## Assignment
No pictures should be carried over. Output all other parts of the entries verbatim.
*** Available records ***
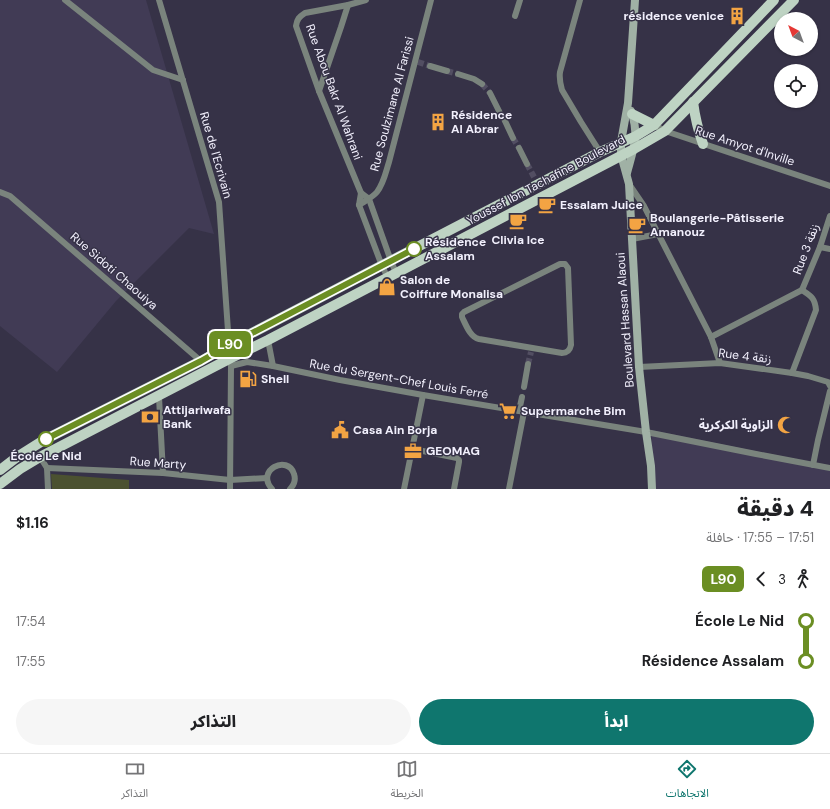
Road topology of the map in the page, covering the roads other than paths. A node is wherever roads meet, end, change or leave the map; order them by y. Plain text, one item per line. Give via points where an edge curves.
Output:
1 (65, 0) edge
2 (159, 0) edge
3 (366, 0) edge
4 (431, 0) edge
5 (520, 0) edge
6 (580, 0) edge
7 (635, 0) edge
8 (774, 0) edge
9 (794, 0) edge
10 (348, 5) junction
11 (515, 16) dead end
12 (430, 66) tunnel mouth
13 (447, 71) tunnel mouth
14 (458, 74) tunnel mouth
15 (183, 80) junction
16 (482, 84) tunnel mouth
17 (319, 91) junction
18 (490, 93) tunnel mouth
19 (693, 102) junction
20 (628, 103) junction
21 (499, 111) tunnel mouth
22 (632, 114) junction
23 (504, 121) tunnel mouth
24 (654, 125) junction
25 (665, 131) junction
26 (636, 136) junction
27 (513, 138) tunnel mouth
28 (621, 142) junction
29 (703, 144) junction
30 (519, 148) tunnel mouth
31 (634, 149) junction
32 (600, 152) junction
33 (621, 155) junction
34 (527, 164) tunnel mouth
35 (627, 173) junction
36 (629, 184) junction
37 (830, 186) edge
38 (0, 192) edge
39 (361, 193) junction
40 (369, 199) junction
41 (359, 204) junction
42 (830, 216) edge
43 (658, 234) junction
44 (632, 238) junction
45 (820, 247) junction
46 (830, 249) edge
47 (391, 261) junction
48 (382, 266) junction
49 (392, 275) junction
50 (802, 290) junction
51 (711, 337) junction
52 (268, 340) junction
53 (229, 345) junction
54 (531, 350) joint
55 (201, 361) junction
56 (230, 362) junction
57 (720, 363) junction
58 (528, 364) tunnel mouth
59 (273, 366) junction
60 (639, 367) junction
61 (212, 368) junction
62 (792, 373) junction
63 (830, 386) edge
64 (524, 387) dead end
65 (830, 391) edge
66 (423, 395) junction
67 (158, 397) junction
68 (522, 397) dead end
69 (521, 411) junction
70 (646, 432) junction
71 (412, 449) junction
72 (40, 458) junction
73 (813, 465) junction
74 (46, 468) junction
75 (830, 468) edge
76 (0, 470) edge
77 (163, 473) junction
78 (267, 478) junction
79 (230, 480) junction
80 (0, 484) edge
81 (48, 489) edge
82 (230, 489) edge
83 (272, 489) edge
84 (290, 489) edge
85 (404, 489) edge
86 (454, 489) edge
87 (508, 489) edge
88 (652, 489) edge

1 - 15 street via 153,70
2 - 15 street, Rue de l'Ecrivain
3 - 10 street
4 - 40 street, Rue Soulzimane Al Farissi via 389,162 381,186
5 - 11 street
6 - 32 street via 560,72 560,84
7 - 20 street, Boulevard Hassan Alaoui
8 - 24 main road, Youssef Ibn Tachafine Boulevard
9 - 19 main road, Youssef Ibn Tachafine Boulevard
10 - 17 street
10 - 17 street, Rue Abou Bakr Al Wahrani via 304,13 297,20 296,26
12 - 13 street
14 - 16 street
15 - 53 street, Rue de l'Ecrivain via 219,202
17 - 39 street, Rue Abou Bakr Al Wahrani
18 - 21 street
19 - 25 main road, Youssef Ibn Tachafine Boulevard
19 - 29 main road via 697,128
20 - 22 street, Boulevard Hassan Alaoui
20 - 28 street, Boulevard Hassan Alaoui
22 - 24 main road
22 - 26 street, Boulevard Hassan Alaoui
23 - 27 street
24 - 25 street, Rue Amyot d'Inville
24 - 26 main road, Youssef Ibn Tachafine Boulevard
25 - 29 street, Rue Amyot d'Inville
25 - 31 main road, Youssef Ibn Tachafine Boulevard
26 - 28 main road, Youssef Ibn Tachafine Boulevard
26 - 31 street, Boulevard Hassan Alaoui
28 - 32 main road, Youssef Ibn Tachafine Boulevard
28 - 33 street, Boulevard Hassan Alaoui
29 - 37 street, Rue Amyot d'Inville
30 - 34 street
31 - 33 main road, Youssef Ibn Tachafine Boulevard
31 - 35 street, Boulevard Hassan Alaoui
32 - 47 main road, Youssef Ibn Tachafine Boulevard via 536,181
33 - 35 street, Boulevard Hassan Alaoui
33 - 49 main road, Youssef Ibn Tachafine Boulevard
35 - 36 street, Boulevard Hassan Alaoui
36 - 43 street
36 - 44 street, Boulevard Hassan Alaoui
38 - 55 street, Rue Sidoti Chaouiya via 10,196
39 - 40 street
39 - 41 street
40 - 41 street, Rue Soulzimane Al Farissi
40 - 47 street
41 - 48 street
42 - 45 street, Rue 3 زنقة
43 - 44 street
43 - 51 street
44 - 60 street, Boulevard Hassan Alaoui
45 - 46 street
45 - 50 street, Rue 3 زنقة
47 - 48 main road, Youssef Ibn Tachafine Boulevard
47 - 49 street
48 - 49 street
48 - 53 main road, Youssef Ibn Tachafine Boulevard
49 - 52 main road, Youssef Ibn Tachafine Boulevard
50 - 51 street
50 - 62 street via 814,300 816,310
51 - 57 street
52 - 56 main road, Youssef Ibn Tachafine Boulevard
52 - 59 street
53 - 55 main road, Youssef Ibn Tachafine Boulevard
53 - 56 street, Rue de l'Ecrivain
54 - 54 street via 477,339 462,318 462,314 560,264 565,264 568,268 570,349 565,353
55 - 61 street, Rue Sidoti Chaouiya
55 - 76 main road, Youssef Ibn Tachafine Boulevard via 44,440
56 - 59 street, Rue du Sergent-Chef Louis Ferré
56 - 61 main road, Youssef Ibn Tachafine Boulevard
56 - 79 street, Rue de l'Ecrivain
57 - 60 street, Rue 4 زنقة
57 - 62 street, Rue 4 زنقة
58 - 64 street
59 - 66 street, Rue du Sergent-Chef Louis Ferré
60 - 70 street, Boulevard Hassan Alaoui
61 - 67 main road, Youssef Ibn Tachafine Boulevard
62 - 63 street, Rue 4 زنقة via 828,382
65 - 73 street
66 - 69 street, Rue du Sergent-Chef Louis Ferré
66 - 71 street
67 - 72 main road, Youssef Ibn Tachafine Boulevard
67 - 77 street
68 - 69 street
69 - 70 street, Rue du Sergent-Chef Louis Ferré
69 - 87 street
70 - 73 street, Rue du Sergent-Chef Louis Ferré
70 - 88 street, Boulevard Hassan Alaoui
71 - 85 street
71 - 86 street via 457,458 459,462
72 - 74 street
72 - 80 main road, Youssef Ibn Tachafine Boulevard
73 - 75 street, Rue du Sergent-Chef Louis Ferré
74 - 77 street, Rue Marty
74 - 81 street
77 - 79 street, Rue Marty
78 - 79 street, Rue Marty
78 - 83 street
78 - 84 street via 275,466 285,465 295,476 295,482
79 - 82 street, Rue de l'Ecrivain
*** End of Available records ***
## Finished exercise
Road topology of the map in the page, covering the roads other than paths. A node is wherever roads meet, end, change or leave the map; order them by y. Plain text, one item per line. Give via points where an edge curves.
Output:
1 (65, 0) edge
2 (159, 0) edge
3 (366, 0) edge
4 (431, 0) edge
5 (520, 0) edge
6 (580, 0) edge
7 (635, 0) edge
8 (774, 0) edge
9 (794, 0) edge
10 (348, 5) junction
11 (515, 16) dead end
12 (430, 66) tunnel mouth
13 (447, 71) tunnel mouth
14 (458, 74) tunnel mouth
15 (183, 80) junction
16 (482, 84) tunnel mouth
17 (319, 91) junction
18 (490, 93) tunnel mouth
19 (693, 102) junction
20 (628, 103) junction
21 (499, 111) tunnel mouth
22 (632, 114) junction
23 (504, 121) tunnel mouth
24 (654, 125) junction
25 (665, 131) junction
26 (636, 136) junction
27 (513, 138) tunnel mouth
28 (621, 142) junction
29 (703, 144) junction
30 (519, 148) tunnel mouth
31 (634, 149) junction
32 (600, 152) junction
33 (621, 155) junction
34 (527, 164) tunnel mouth
35 (627, 173) junction
36 (629, 184) junction
37 (830, 186) edge
38 (0, 192) edge
39 (361, 193) junction
40 (369, 199) junction
41 (359, 204) junction
42 (830, 216) edge
43 (658, 234) junction
44 (632, 238) junction
45 (820, 247) junction
46 (830, 249) edge
47 (391, 261) junction
48 (382, 266) junction
49 (392, 275) junction
50 (802, 290) junction
51 (711, 337) junction
52 (268, 340) junction
53 (229, 345) junction
54 (531, 350) joint
55 (201, 361) junction
56 (230, 362) junction
57 (720, 363) junction
58 (528, 364) tunnel mouth
59 (273, 366) junction
60 (639, 367) junction
61 (212, 368) junction
62 (792, 373) junction
63 (830, 386) edge
64 (524, 387) dead end
65 (830, 391) edge
66 (423, 395) junction
67 (158, 397) junction
68 (522, 397) dead end
69 (521, 411) junction
70 (646, 432) junction
71 (412, 449) junction
72 (40, 458) junction
73 (813, 465) junction
74 (46, 468) junction
75 (830, 468) edge
76 (0, 470) edge
77 (163, 473) junction
78 (267, 478) junction
79 (230, 480) junction
80 (0, 484) edge
81 (48, 489) edge
82 (230, 489) edge
83 (272, 489) edge
84 (290, 489) edge
85 (404, 489) edge
86 (454, 489) edge
87 (508, 489) edge
88 (652, 489) edge

1 - 15 street via 153,70
2 - 15 street, Rue de l'Ecrivain
3 - 10 street
4 - 40 street, Rue Soulzimane Al Farissi via 389,162 381,186
5 - 11 street
6 - 32 street via 560,72 560,84
7 - 20 street, Boulevard Hassan Alaoui
8 - 24 main road, Youssef Ibn Tachafine Boulevard
9 - 19 main road, Youssef Ibn Tachafine Boulevard
10 - 17 street
10 - 17 street, Rue Abou Bakr Al Wahrani via 304,13 297,20 296,26
12 - 13 street
14 - 16 street
15 - 53 street, Rue de l'Ecrivain via 219,202
17 - 39 street, Rue Abou Bakr Al Wahrani
18 - 21 street
19 - 25 main road, Youssef Ibn Tachafine Boulevard
19 - 29 main road via 697,128
20 - 22 street, Boulevard Hassan Alaoui
20 - 28 street, Boulevard Hassan Alaoui
22 - 24 main road
22 - 26 street, Boulevard Hassan Alaoui
23 - 27 street
24 - 25 street, Rue Amyot d'Inville
24 - 26 main road, Youssef Ibn Tachafine Boulevard
25 - 29 street, Rue Amyot d'Inville
25 - 31 main road, Youssef Ibn Tachafine Boulevard
26 - 28 main road, Youssef Ibn Tachafine Boulevard
26 - 31 street, Boulevard Hassan Alaoui
28 - 32 main road, Youssef Ibn Tachafine Boulevard
28 - 33 street, Boulevard Hassan Alaoui
29 - 37 street, Rue Amyot d'Inville
30 - 34 street
31 - 33 main road, Youssef Ibn Tachafine Boulevard
31 - 35 street, Boulevard Hassan Alaoui
32 - 47 main road, Youssef Ibn Tachafine Boulevard via 536,181
33 - 35 street, Boulevard Hassan Alaoui
33 - 49 main road, Youssef Ibn Tachafine Boulevard
35 - 36 street, Boulevard Hassan Alaoui
36 - 43 street
36 - 44 street, Boulevard Hassan Alaoui
38 - 55 street, Rue Sidoti Chaouiya via 10,196
39 - 40 street
39 - 41 street
40 - 41 street, Rue Soulzimane Al Farissi
40 - 47 street
41 - 48 street
42 - 45 street, Rue 3 زنقة
43 - 44 street
43 - 51 street
44 - 60 street, Boulevard Hassan Alaoui
45 - 46 street
45 - 50 street, Rue 3 زنقة
47 - 48 main road, Youssef Ibn Tachafine Boulevard
47 - 49 street
48 - 49 street
48 - 53 main road, Youssef Ibn Tachafine Boulevard
49 - 52 main road, Youssef Ibn Tachafine Boulevard
50 - 51 street
50 - 62 street via 814,300 816,310
51 - 57 street
52 - 56 main road, Youssef Ibn Tachafine Boulevard
52 - 59 street
53 - 55 main road, Youssef Ibn Tachafine Boulevard
53 - 56 street, Rue de l'Ecrivain
54 - 54 street via 477,339 462,318 462,314 560,264 565,264 568,268 570,349 565,353
55 - 61 street, Rue Sidoti Chaouiya
55 - 76 main road, Youssef Ibn Tachafine Boulevard via 44,440
56 - 59 street, Rue du Sergent-Chef Louis Ferré
56 - 61 main road, Youssef Ibn Tachafine Boulevard
56 - 79 street, Rue de l'Ecrivain
57 - 60 street, Rue 4 زنقة
57 - 62 street, Rue 4 زنقة
58 - 64 street
59 - 66 street, Rue du Sergent-Chef Louis Ferré
60 - 70 street, Boulevard Hassan Alaoui
61 - 67 main road, Youssef Ibn Tachafine Boulevard
62 - 63 street, Rue 4 زنقة via 828,382
65 - 73 street
66 - 69 street, Rue du Sergent-Chef Louis Ferré
66 - 71 street
67 - 72 main road, Youssef Ibn Tachafine Boulevard
67 - 77 street
68 - 69 street
69 - 70 street, Rue du Sergent-Chef Louis Ferré
69 - 87 street
70 - 73 street, Rue du Sergent-Chef Louis Ferré
70 - 88 street, Boulevard Hassan Alaoui
71 - 85 street
71 - 86 street via 457,458 459,462
72 - 74 street
72 - 80 main road, Youssef Ibn Tachafine Boulevard
73 - 75 street, Rue du Sergent-Chef Louis Ferré
74 - 77 street, Rue Marty
74 - 81 street
77 - 79 street, Rue Marty
78 - 79 street, Rue Marty
78 - 83 street
78 - 84 street via 275,466 285,465 295,476 295,482
79 - 82 street, Rue de l'Ecrivain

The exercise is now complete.